Welche neuen Aufgaben kommen jetzt auf die EU-Soldaten zu?
Mit der Beruhigung des Bürgerkrieges in Libyen haben sich für die EU neue Optionen eröffnet. Die kürzlich gebildete Einheitsregierung hat ein EU-Angebot für Unterstützung beim Wiederaufbau der Küstenwache akzeptiert. Es sieht in einem ersten Schritt vor, dass EU-Soldaten auf einem großen Schiff rund 100 libysche Küstenschutz-Kräfte ausbilden. Quasi als Dankeschön sollen diese dann gegen Flüchtlingsschlepper und illegale Migration vorgehen. Italien will Libyen dafür zehn Patrouillenboote zur Verfügung stellen. Zudem sollen die europäischen Soldaten künftig auch den Waffenschmuggel nach Libyen bekämpfen. Durch die Überwachung des seit langem bestehenden UN-Embargos soll verhindert werden, dass extremistische Gruppen über das Mittelmeer mit Rüstungsgütern beliefert werden.
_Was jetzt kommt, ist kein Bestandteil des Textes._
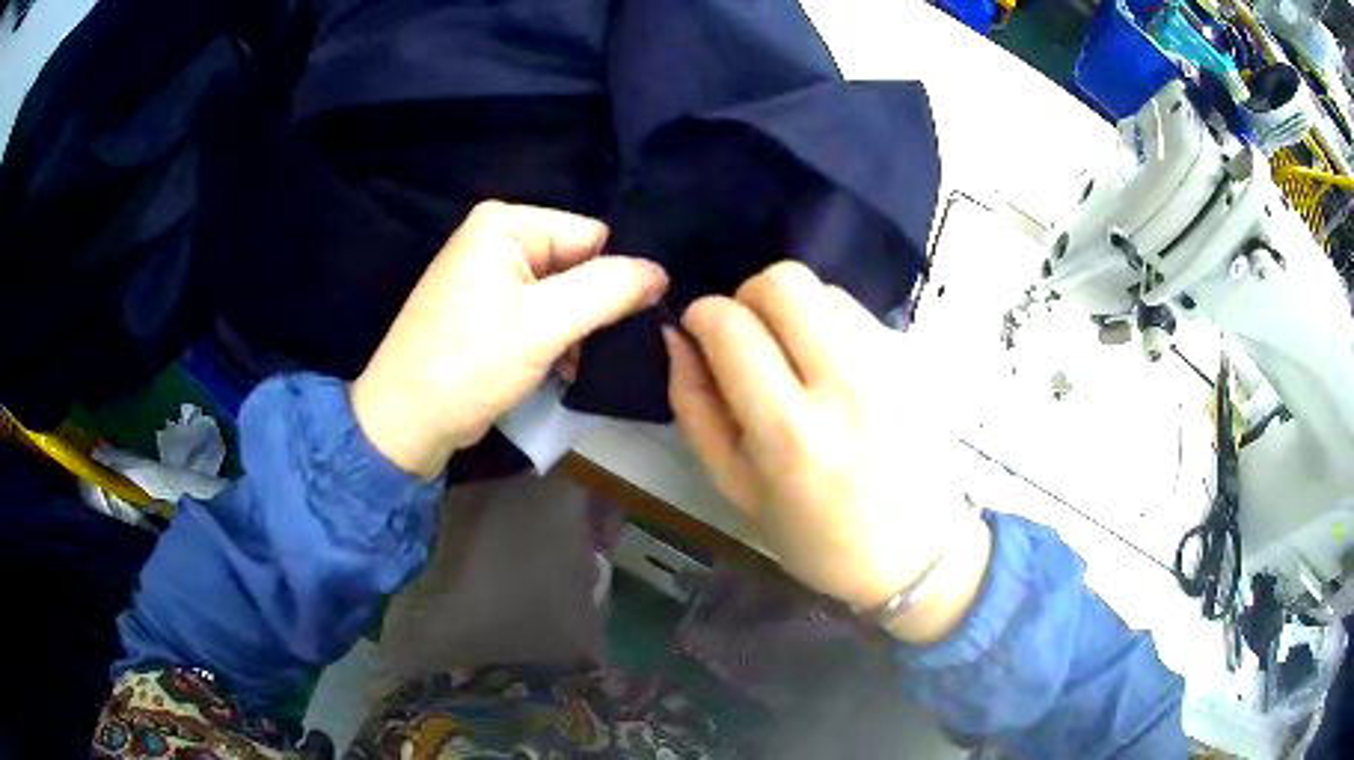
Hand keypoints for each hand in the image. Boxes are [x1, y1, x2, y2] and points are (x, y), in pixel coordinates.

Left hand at [352, 201, 668, 479]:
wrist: (406, 422)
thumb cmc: (470, 364)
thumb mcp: (545, 324)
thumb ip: (609, 290)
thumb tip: (662, 272)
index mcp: (506, 223)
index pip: (591, 235)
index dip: (614, 276)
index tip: (626, 322)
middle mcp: (497, 238)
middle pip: (577, 263)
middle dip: (594, 307)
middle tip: (602, 349)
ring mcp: (490, 275)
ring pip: (563, 293)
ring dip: (578, 330)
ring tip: (578, 365)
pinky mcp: (488, 310)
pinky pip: (541, 313)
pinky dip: (557, 340)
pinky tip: (562, 370)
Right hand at [665, 262, 989, 642]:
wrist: (918, 554)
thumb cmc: (817, 539)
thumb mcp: (737, 490)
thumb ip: (696, 408)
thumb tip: (677, 337)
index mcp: (790, 433)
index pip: (731, 325)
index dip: (702, 316)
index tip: (701, 334)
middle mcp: (846, 386)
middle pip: (783, 281)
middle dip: (748, 297)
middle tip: (750, 339)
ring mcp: (891, 366)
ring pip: (824, 290)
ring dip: (794, 313)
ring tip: (799, 362)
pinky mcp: (916, 359)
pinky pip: (859, 313)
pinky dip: (833, 327)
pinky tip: (839, 374)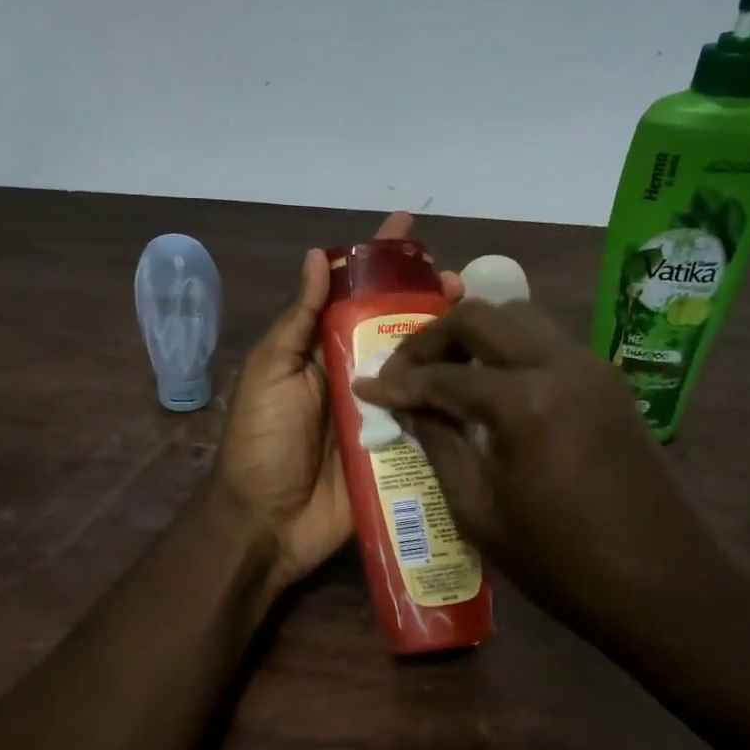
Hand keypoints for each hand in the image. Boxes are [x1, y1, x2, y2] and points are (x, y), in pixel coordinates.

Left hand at [214, 212, 461, 593]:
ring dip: (450, 343)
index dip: (380, 260)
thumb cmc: (262, 441)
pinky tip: (487, 378)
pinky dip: (456, 398)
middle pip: (400, 326)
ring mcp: (383, 412)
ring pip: (423, 367)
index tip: (409, 228)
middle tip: (460, 284)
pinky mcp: (401, 450)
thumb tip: (317, 256)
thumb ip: (298, 320)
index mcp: (324, 350)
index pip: (355, 293)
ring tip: (482, 323)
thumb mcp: (270, 372)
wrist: (268, 521)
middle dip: (430, 299)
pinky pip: (432, 418)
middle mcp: (358, 373)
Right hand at [352, 299, 730, 632]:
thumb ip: (438, 445)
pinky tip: (491, 388)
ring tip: (445, 373)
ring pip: (519, 318)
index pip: (444, 375)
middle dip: (433, 338)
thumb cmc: (561, 561)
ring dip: (475, 336)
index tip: (366, 385)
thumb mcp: (479, 511)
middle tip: (405, 371)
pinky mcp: (609, 381)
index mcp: (525, 402)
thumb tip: (406, 407)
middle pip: (482, 316)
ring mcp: (592, 367)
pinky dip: (510, 350)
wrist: (663, 585)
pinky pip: (547, 343)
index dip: (399, 382)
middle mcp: (561, 364)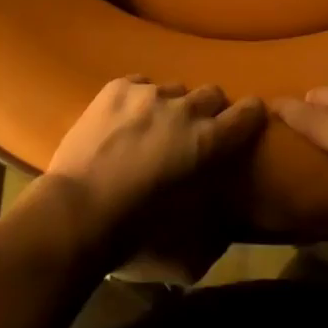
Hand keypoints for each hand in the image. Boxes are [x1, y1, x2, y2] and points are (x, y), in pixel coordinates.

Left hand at [45, 76, 265, 248]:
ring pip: (173, 88)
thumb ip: (211, 227)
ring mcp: (148, 93)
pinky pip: (140, 83)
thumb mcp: (186, 244)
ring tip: (153, 126)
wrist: (76, 211)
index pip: (246, 114)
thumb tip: (221, 227)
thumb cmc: (134, 235)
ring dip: (170, 105)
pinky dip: (139, 99)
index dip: (250, 114)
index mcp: (207, 142)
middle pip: (210, 93)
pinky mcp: (117, 87)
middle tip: (194, 130)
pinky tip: (126, 118)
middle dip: (209, 109)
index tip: (250, 117)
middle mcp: (183, 109)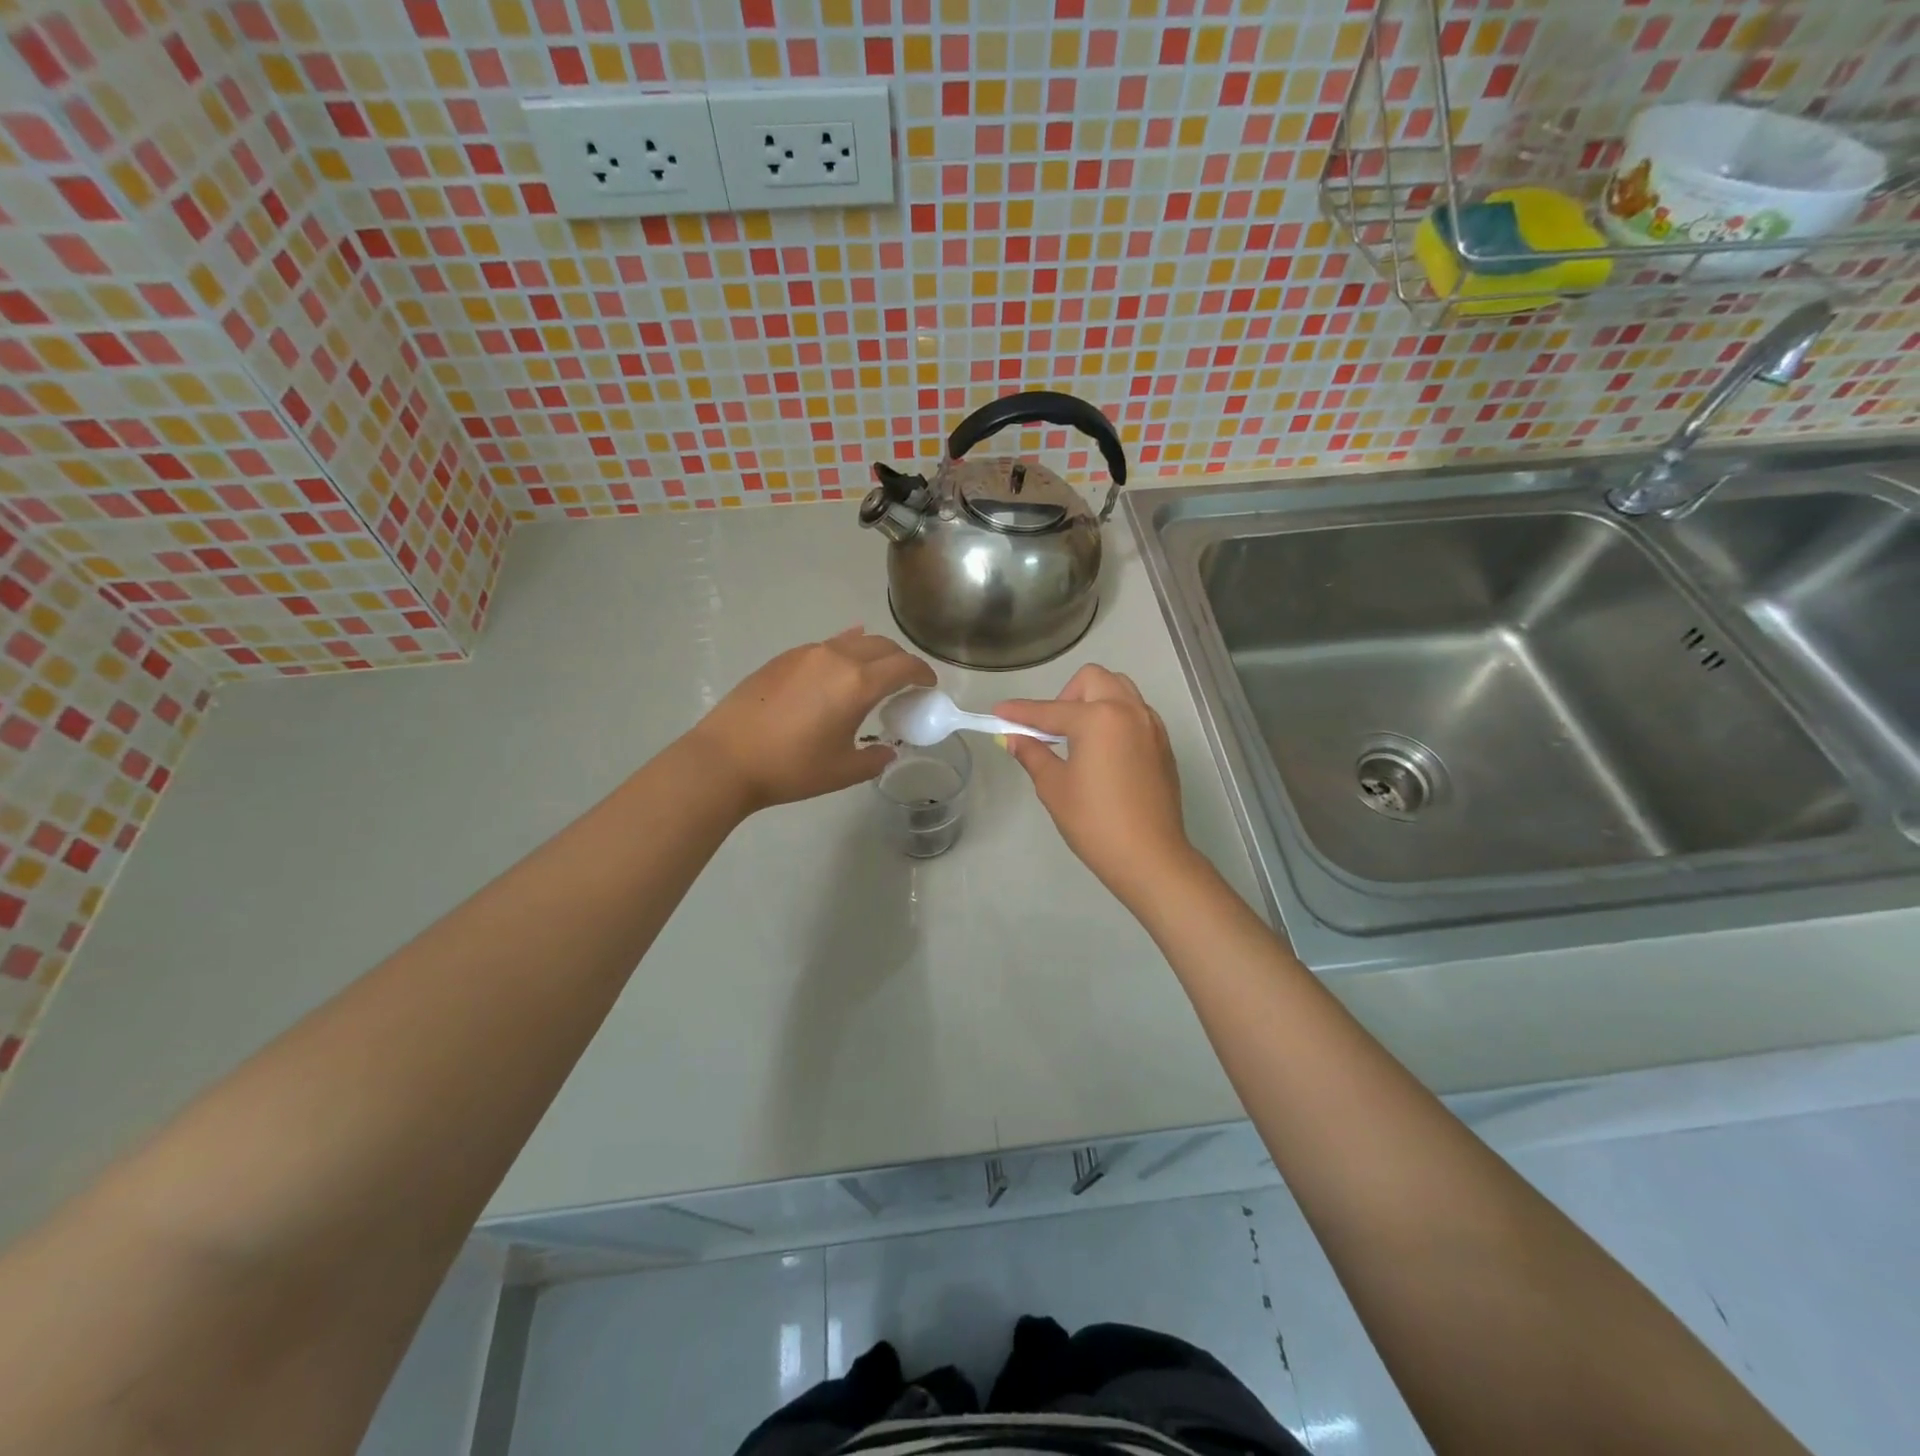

Wer schmuggelt denn Waffen an wen?
Nach einem Bericht von UN-Experten gibt es Hinweise, dass unter anderem über die Türkei, Ägypten und die Vereinigten Arabischen Emirate illegal Rüstungsgüter nach Libyen kommen. Profiteure sollen vor allem die großen politischen Gruppierungen sein, die sich bis zuletzt verfeindet gegenüberstanden. Dass auch der libysche Ableger der Terrormiliz Islamischer Staat (IS) Adressat von Waffenlieferungen sein könnte, wird immer wieder behauptet. Öffentliche Beweise dafür gibt es allerdings laut UN-Experten bislang nicht.
Was kann die Bundeswehr beitragen?
Bisher ist unklar, ob die neuen Aufgaben auch eine stärkere personelle Beteiligung der Bundeswehr an dem Einsatz bedeuten. Bisher waren bis zu zwei deutsche Schiffe und fast 400 Soldaten im zentralen Mittelmeer unterwegs. Viel mehr dürfte nicht drin sein. Die Marine ist derzeit an so vielen Einsätzen gleichzeitig beteiligt wie wohl noch nie zuvor. In der Ägäis überwacht sie Fluchtrouten, am Horn von Afrika bekämpft sie die Piraterie, und vor der libanesischen Küste bekämpft sie ebenfalls den Waffenschmuggel.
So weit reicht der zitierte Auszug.